After reading "Every Bit Counts" I spent some time trying to come up with an EBC coding for the circle language (Laws of Form expressed as tuples, See Burnett-Stuart's "The Markable Mark")
With a little skull-sweat I found the following encoding:
- For the empty state (no mark) write '0'.
- Start at the left, if you encounter a boundary (one "side" of a mark, or the left, opening, parenthesis) write a '1'.
- Repeat for the contents of the mark, then the neighbors.
_ = 0
() = 100
(), () = 10100
((),) = 11000
and so on...
I recognized these numbers as the patterns of the language called 'Iota'.
Briefly, the SK combinators:
S = λx.λy.λz.xz(yz)
K = λx.λy.x
Or, in Python:
S = lambda x: lambda y: lambda z: x(z)(y(z))
K = lambda x: lambda y: x
can be used to define the combinator used to implement Iota:
i = λc.cSK
i = lambda c: c(S)(K)
And the bitstrings are decoded like so: if you encounter '0' return i, otherwise decode two terms and apply the first to the second.

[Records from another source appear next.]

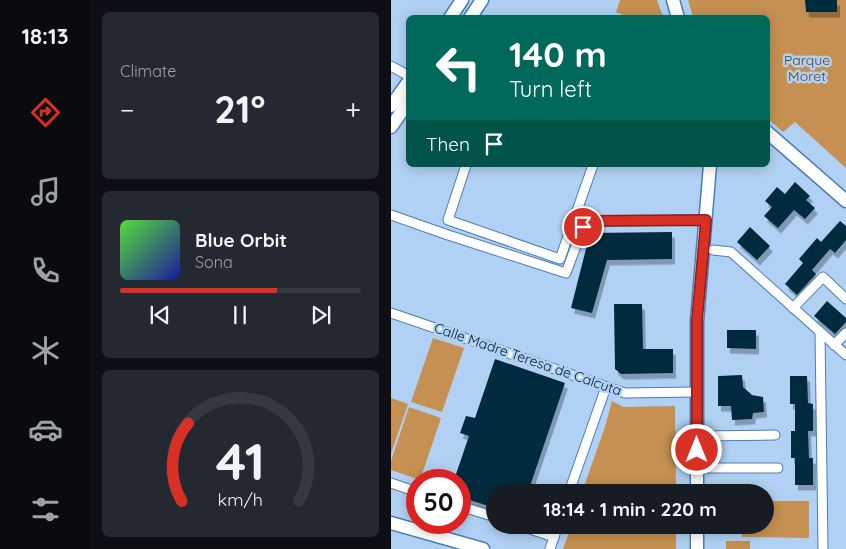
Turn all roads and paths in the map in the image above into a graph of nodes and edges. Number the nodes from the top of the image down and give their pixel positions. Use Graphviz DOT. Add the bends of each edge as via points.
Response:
graph roads {
  1 [pos="462,0"];
  2 [pos="481,0"];
  3 [pos="673,0"];
  4 [pos="452,15"];
  5 [pos="472,15"];
  6 [pos="676,15"];
  7 [pos="391,66"];
  8 [pos="406,74"];
  9 [pos="406,85"];
  10 [pos="406,105"];
  11 [pos="391,106"];
  12 [pos="391,127"];
  13 [pos="770,135"];
  14 [pos="465,167"];
  15 [pos="592,167"];
  16 [pos="710,167"];
  17 [pos="846,201"];
  18 [pos="392,218"];
  19 [pos="706,220"];
  20 [pos="713,250"];
  21 [pos="846,299"];
  22 [pos="793,308"];
  23 [pos="391,313"];
  24 [pos="820,333"];
  25 [pos="846,333"];
  26 [pos="834,345"];
  27 [pos="846,354"];
  28 [pos="606,387"];
  29 [pos="697,392"];
  30 [pos="775,435"];
  31 [pos="697,436"];
  32 [pos="697,468"];
  33 [pos="778,468"];
  34 [pos="391,483"];
  35 [pos="572,484"];
  36 [pos="697,484"];
  37 [pos="406,488"];
  38 [pos="471,509"];
  39 [pos="486,514"];
  40 [pos="391,523"];
  41 [pos="546,534"];
  42 [pos="556,534"];
  43 [pos="697,534"];
  44 [pos="555,537"];
  45 [pos="483,549"];
  46 [pos="550,549"];
  47 [pos="697,549"];
  48 [pos="823,549"];
  1 -- 4 [label="main road"];
  2 -- 5 [label="main road"];
  3 -- 6 [label="main road"];
  7 -- 8 [label="street"];
  9 -- 11 [label="main road"];
  10 -- 12 [label="main road"];
  13 -- 17 [label="main road"];
  14 -- 15 [label="street" via="448,220 561,259"];
  16 -- 19 [label="main road"];
  18 -- 19 [label="street" via="566,273 588,221"];
  19 -- 29 [label="main road" via="697,320"];
  20 -- 22 [label="street" via="731,252"];
  21 -- 22 [label="street" via="823,277"];
  22 -- 24 [label="street"];
  23 -- 28 [label="street, Calle Madre Teresa de Calcuta"];
  24 -- 26 [label="street"];
  24 -- 48 [label="street"];
  25 -- 26 [label="street"];
  26 -- 27 [label="street"];
  28 -- 29 [label="street, Calle Madre Teresa de Calcuta" via="625,392"];
  28 -- 35 [label="street"];
  29 -- 31 [label="main road"];
  30 -- 31 [label="street"];
  31 -- 32 [label="main road"];
  32 -- 33 [label="street"];
  32 -- 36 [label="main road"];
  34 -- 37 [label="street"];
  38 -- 39 [label="street"];
  40 -- 45 [label="main road"];
  41 -- 44 [label="street"];
  42 -- 44 [label="street"];
  43 -- 47 [label="main road"];
  44 -- 46 [label="street"];
}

In other words, the empty space, or '0', corresponds to i:
_ = 0 = i
and the mark () corresponds to i applied to itself:
() = 100 = i(i)
which is an Identity function I.
The S and K combinators can be "recovered" by application of i to itself like so (this is Python code, note that I am able to use 'is' instead of the weaker '==' operator. The i combinator is actually recovering the very same lambda functions used to create it. Neat, eh?):
K is i(i(i(i))) is decode('1010100')
S is i(i(i(i(i)))) is decode('101010100')
Where decode is defined (in Python) as:
decode = lambda path: _decode(path)
bit, path = path, path[1:]
if bit == '0':
return i, path
A, path = _decode(path)
B, path = _decode(path)
return A(B), path
(I should note that there is an interesting possibility of encoding the tuples two ways: contents before neighbors (depth-first) or neighbors before content (breadth-first). Here we look at the former.)
So, in "Laws of Form" K is ()()() and S is ()()()() and, amusingly, the identity function I is ().
The term '(())foo' applies the identity function to foo, which matches the behaviour of the (()) form in the Circle Arithmetic (()) == _ ("nothing".)
(())A = i(i)(A) = I(A) = A
I just discovered this (that the Laws of Form have a direct mapping to the combinator calculus by means of λc.cSK) and I haven't found anyone else mentioning yet (although this article might, I haven't worked my way all the way through it yet.)
There are many interesting avenues to explore from here, and I personally am just beginning, but this seems like something worth reporting.